* Task description:
Filter the records down to the lines that hold the word "street", and copy each of those lines.
----
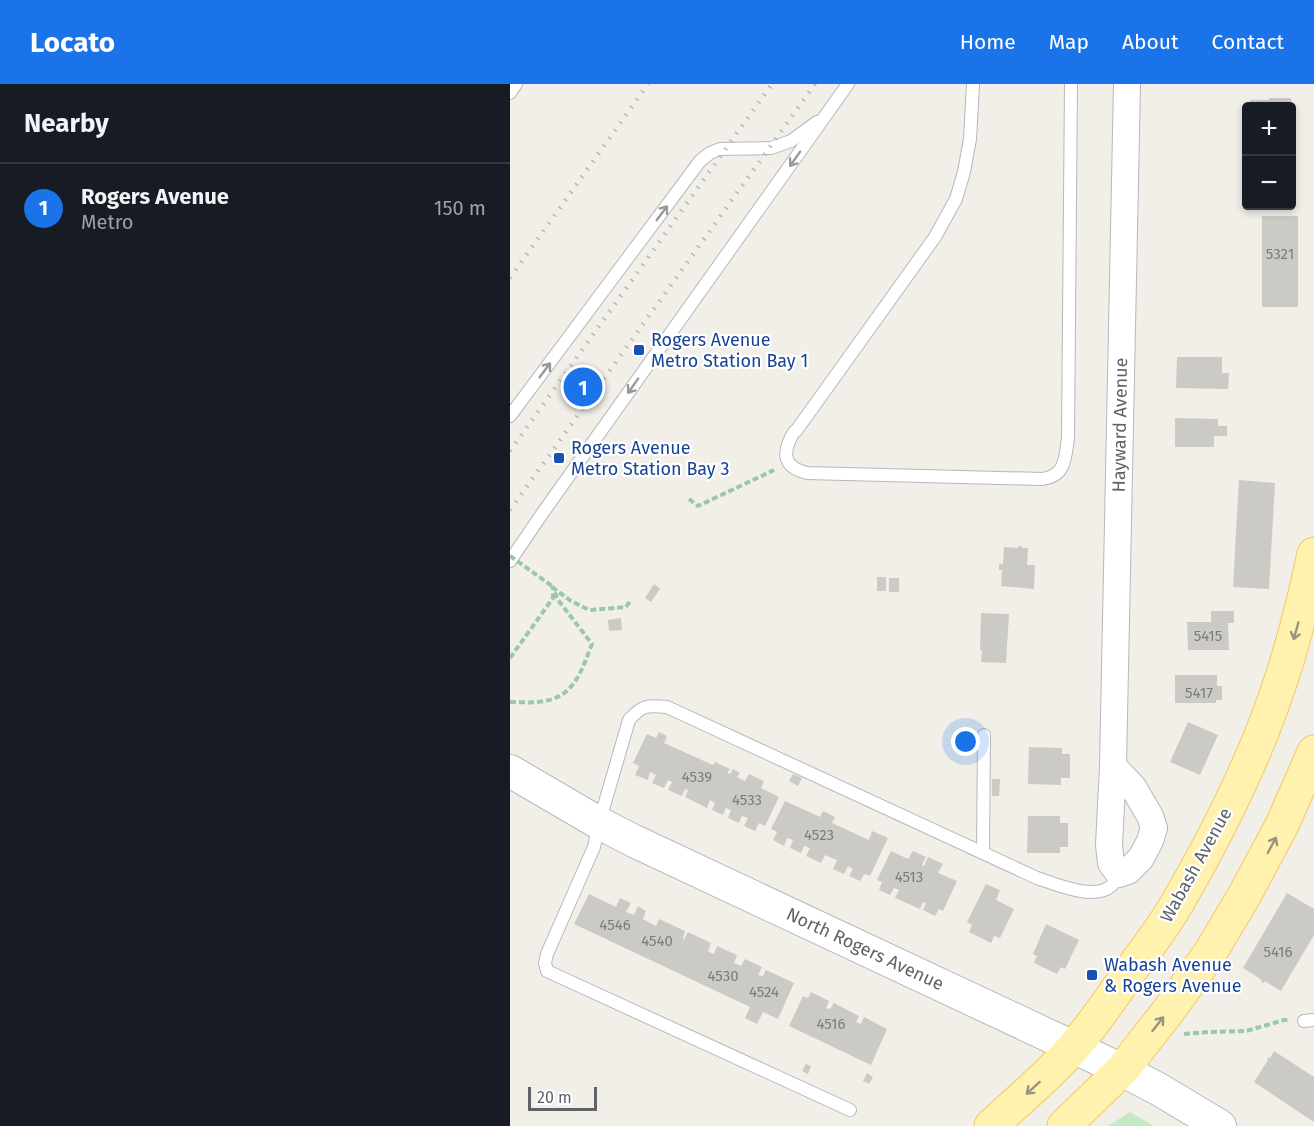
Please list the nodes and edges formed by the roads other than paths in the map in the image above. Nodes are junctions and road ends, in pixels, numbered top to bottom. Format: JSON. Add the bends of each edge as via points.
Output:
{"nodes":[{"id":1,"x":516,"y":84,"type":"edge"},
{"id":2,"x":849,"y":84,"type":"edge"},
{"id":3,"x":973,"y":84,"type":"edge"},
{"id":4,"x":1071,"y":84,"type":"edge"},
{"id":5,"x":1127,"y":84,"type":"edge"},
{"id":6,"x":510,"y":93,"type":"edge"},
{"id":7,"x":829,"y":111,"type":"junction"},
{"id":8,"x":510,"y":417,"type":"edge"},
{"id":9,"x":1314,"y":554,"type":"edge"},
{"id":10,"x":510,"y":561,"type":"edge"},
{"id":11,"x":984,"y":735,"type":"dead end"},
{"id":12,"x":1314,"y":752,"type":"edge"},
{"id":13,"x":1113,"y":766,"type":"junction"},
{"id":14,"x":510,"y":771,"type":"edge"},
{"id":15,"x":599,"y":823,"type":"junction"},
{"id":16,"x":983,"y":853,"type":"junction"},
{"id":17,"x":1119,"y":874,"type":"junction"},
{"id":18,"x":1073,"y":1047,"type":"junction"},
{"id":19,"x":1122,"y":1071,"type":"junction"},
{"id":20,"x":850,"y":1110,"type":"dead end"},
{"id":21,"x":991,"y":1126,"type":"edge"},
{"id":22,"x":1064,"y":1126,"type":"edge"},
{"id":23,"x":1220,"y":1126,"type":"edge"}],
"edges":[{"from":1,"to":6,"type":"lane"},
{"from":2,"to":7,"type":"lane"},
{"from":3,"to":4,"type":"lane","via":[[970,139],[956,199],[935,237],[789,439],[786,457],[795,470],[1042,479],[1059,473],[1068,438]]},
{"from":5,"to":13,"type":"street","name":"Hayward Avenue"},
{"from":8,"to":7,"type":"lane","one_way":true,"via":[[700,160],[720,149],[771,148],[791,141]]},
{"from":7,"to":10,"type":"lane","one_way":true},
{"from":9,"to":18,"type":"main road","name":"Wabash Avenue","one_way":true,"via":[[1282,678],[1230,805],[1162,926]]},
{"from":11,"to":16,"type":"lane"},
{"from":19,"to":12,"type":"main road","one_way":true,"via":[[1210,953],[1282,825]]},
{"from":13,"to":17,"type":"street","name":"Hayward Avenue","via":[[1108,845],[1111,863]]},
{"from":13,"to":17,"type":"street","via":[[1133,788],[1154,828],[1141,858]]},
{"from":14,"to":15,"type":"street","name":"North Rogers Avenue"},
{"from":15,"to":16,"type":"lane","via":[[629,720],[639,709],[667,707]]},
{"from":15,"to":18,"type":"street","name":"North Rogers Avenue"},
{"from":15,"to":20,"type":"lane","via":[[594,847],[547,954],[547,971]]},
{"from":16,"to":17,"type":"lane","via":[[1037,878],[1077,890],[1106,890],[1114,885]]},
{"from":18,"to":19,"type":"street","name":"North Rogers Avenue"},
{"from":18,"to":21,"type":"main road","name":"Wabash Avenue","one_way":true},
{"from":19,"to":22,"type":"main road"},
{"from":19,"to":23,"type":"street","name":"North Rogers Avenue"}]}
----
* The answer:
{"from":5,"to":13,"type":"street","name":"Hayward Avenue"},
{"from":13,"to":17,"type":"street","name":"Hayward Avenue","via":[[1108,845],[1111,863]]},
{"from":13,"to":17,"type":"street","via":[[1133,788],[1154,828],[1141,858]]},
{"from":14,"to":15,"type":"street","name":"North Rogers Avenue"},
{"from":15,"to":18,"type":"street","name":"North Rogers Avenue"},
{"from":18,"to":19,"type":"street","name":"North Rogers Avenue"},
{"from":19,"to":23,"type":"street","name":"North Rogers Avenue"}]}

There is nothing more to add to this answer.